Après trois décennies de guerre (douze ans de guerre d’indépendance et 17 ans de guerre civile), le Mozambique connaît depuis 1992 un processus de paix et de démocratisation qui a élevé le niveau de stabilité politique et sociale. Malgré ce développement positif, la lutte contre la pauvreté, l’amélioration de la qualité de vie et les prestations sociales de base restent les grands défis auxquels ce pays doit faire face.

Dans son programme de lutte contre la pauvreté (PARPA II), le gouvernement souhaite rehausser le niveau de vie de la population,  en développant l’économie et en améliorant ses propres performances.

L’Union européenne soutient PARPA et les buts visés soit la réduction de la pauvreté, un meilleur accès à l’eau potable, une meilleure gestion sanitaire, ainsi que l’alphabétisation.

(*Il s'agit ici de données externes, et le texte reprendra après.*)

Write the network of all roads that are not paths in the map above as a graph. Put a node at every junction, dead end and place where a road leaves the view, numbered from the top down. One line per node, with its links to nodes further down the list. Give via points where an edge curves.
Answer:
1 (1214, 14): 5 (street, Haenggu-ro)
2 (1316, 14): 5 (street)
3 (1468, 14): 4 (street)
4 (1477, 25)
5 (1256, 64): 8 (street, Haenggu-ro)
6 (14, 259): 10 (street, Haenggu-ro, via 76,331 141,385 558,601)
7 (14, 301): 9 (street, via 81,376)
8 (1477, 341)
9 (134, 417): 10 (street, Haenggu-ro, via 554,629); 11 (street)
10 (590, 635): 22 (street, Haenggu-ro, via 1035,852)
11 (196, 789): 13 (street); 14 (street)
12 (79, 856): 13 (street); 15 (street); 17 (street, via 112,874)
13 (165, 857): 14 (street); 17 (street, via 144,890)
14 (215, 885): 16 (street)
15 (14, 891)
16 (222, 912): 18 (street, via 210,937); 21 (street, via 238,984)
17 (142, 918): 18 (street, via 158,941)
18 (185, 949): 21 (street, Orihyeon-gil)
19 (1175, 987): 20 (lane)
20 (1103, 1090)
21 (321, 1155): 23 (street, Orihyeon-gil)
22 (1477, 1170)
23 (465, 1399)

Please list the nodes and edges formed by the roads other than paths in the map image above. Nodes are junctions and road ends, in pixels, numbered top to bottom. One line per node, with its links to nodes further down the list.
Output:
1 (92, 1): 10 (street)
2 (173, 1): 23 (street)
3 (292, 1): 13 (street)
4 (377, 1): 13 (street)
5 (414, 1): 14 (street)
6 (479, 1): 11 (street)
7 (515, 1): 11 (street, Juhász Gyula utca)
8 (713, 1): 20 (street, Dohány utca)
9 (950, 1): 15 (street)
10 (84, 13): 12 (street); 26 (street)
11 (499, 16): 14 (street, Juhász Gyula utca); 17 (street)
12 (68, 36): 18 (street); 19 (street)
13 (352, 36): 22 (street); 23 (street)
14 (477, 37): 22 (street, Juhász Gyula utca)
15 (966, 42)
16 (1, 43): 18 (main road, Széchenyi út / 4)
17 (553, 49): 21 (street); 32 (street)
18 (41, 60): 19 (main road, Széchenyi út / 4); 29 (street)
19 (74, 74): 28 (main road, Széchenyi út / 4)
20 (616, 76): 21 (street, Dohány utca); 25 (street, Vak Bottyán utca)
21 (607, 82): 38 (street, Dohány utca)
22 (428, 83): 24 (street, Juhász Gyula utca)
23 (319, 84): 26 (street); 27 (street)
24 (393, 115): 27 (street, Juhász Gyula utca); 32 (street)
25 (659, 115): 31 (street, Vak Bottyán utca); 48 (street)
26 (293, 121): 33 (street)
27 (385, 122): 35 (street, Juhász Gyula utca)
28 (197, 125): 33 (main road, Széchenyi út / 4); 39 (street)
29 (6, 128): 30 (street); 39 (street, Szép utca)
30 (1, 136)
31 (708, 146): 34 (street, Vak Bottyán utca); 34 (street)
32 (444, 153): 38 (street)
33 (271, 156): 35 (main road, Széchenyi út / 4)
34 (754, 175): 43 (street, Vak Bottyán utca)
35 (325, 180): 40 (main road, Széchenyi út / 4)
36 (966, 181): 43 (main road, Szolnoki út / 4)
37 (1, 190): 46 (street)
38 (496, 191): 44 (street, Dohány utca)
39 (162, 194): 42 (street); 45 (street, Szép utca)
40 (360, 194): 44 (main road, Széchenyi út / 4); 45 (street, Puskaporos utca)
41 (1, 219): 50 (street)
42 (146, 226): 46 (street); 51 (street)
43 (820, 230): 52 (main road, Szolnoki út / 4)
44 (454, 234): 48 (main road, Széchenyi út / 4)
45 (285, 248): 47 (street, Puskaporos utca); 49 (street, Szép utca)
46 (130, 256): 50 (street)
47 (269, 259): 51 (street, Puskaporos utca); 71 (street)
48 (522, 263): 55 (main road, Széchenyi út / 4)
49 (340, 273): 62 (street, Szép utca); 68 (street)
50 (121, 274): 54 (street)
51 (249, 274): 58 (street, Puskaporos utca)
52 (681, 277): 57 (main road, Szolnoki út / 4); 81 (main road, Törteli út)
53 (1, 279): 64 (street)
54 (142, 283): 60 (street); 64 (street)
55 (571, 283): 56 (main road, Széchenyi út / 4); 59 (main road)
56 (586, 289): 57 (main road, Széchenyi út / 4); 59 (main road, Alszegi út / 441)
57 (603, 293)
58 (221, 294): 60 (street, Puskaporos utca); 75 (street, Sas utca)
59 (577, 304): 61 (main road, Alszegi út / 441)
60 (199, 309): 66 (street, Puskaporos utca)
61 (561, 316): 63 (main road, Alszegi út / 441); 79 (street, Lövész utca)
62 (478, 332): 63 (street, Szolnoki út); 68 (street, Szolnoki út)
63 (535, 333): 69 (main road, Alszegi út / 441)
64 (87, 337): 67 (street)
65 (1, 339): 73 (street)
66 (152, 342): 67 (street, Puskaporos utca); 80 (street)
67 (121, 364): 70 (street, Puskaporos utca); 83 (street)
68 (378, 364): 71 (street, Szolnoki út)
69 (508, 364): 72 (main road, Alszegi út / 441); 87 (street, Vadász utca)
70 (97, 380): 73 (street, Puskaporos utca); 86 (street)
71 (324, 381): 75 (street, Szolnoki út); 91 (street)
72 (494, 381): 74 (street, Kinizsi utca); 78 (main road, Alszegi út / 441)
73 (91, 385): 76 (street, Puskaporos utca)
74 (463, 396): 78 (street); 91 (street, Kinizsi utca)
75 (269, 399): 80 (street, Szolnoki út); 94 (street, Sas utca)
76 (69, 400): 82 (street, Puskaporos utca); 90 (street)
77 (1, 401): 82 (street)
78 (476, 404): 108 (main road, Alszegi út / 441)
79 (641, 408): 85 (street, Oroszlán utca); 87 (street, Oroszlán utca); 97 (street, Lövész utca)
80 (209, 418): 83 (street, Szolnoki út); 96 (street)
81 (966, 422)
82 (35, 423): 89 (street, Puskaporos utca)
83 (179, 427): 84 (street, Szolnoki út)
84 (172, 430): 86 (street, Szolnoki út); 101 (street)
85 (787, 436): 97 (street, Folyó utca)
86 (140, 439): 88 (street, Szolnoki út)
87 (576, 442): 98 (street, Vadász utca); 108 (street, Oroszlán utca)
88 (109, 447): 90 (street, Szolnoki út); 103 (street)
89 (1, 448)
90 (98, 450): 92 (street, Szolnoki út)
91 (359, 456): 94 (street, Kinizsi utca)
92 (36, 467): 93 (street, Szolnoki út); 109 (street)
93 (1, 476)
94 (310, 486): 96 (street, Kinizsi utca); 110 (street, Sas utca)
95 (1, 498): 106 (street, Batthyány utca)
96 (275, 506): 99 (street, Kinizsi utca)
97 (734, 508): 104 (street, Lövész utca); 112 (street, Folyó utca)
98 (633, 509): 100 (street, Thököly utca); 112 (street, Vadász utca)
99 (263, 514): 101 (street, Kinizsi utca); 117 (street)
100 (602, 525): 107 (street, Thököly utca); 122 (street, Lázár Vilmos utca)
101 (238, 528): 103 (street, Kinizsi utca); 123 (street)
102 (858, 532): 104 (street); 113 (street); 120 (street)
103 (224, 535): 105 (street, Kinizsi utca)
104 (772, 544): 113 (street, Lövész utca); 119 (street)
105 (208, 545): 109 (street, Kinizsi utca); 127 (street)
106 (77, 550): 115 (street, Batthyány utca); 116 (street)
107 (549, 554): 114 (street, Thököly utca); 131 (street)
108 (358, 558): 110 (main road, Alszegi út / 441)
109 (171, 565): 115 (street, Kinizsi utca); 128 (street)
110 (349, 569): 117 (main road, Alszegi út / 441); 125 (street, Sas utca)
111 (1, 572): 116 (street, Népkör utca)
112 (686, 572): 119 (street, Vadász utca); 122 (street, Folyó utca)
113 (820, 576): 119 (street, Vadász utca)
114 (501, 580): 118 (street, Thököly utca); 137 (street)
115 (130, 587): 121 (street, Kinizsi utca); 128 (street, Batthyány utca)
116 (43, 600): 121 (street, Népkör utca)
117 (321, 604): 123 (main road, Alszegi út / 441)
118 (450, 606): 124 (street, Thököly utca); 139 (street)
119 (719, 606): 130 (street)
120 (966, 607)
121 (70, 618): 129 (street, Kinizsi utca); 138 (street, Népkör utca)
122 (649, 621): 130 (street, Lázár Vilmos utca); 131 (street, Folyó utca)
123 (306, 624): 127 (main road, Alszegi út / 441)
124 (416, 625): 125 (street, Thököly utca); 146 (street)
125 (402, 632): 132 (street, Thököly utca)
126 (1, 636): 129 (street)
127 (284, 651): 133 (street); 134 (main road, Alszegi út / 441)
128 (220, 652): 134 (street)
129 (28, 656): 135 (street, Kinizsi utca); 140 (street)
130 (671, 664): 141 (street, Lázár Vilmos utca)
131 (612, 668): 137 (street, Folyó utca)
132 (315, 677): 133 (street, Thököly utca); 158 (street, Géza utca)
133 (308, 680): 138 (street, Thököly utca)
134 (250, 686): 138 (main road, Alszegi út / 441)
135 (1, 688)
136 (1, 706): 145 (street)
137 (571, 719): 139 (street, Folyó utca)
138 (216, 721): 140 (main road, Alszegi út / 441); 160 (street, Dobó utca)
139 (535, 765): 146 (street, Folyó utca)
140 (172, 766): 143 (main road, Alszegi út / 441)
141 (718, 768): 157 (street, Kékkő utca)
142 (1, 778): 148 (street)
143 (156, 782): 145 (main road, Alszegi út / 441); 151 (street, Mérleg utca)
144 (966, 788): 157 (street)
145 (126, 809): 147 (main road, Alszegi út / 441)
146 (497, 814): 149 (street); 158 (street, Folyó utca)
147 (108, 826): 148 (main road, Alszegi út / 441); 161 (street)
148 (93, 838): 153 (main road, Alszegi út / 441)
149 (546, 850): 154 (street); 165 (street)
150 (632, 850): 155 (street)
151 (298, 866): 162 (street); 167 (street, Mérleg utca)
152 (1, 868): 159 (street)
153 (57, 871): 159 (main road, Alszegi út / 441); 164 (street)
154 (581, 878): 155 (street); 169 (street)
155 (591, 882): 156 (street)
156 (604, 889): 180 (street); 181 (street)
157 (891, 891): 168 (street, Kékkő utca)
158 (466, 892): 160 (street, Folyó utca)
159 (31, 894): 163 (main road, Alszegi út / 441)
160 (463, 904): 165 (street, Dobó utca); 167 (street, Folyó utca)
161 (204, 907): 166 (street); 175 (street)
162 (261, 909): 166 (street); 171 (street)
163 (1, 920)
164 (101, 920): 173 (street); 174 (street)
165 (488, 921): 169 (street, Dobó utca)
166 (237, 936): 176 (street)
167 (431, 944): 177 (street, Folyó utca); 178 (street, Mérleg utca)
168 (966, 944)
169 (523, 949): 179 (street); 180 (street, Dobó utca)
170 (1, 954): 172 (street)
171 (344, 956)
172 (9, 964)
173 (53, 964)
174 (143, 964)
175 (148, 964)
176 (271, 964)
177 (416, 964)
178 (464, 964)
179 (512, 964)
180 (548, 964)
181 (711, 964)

La lutte contre la pauvreté est indissociable de l’amélioration du niveau sanitaire général (prévention du VIH et nutrition) et du développement des capacités individuelles (enseignement, formation professionnelle de base et exploitation durable des ressources naturelles).

Environ 45% de la population du Mozambique (23 mio. de personnes) est composée d’enfants de 0 à 14 ans). La pauvreté contraint nombre d’enfants à la prostitution et au travail des mineurs. Une triste réalité est également le trafic de personnes et d’organes humains.

 

Enfants en détresse

 

La philosophie de l’ASEM postule pour un engagement global qui seul peut conduire à un changement durable. Les projets de l’ASEM améliorent le niveau de vie par la création d’une communauté dans laquelle l’éducation à la santé, l’alimentation, l’éducation scolaire, la formation professionnelle de base et la création de structures permettant l’autosuffisance sont au centre.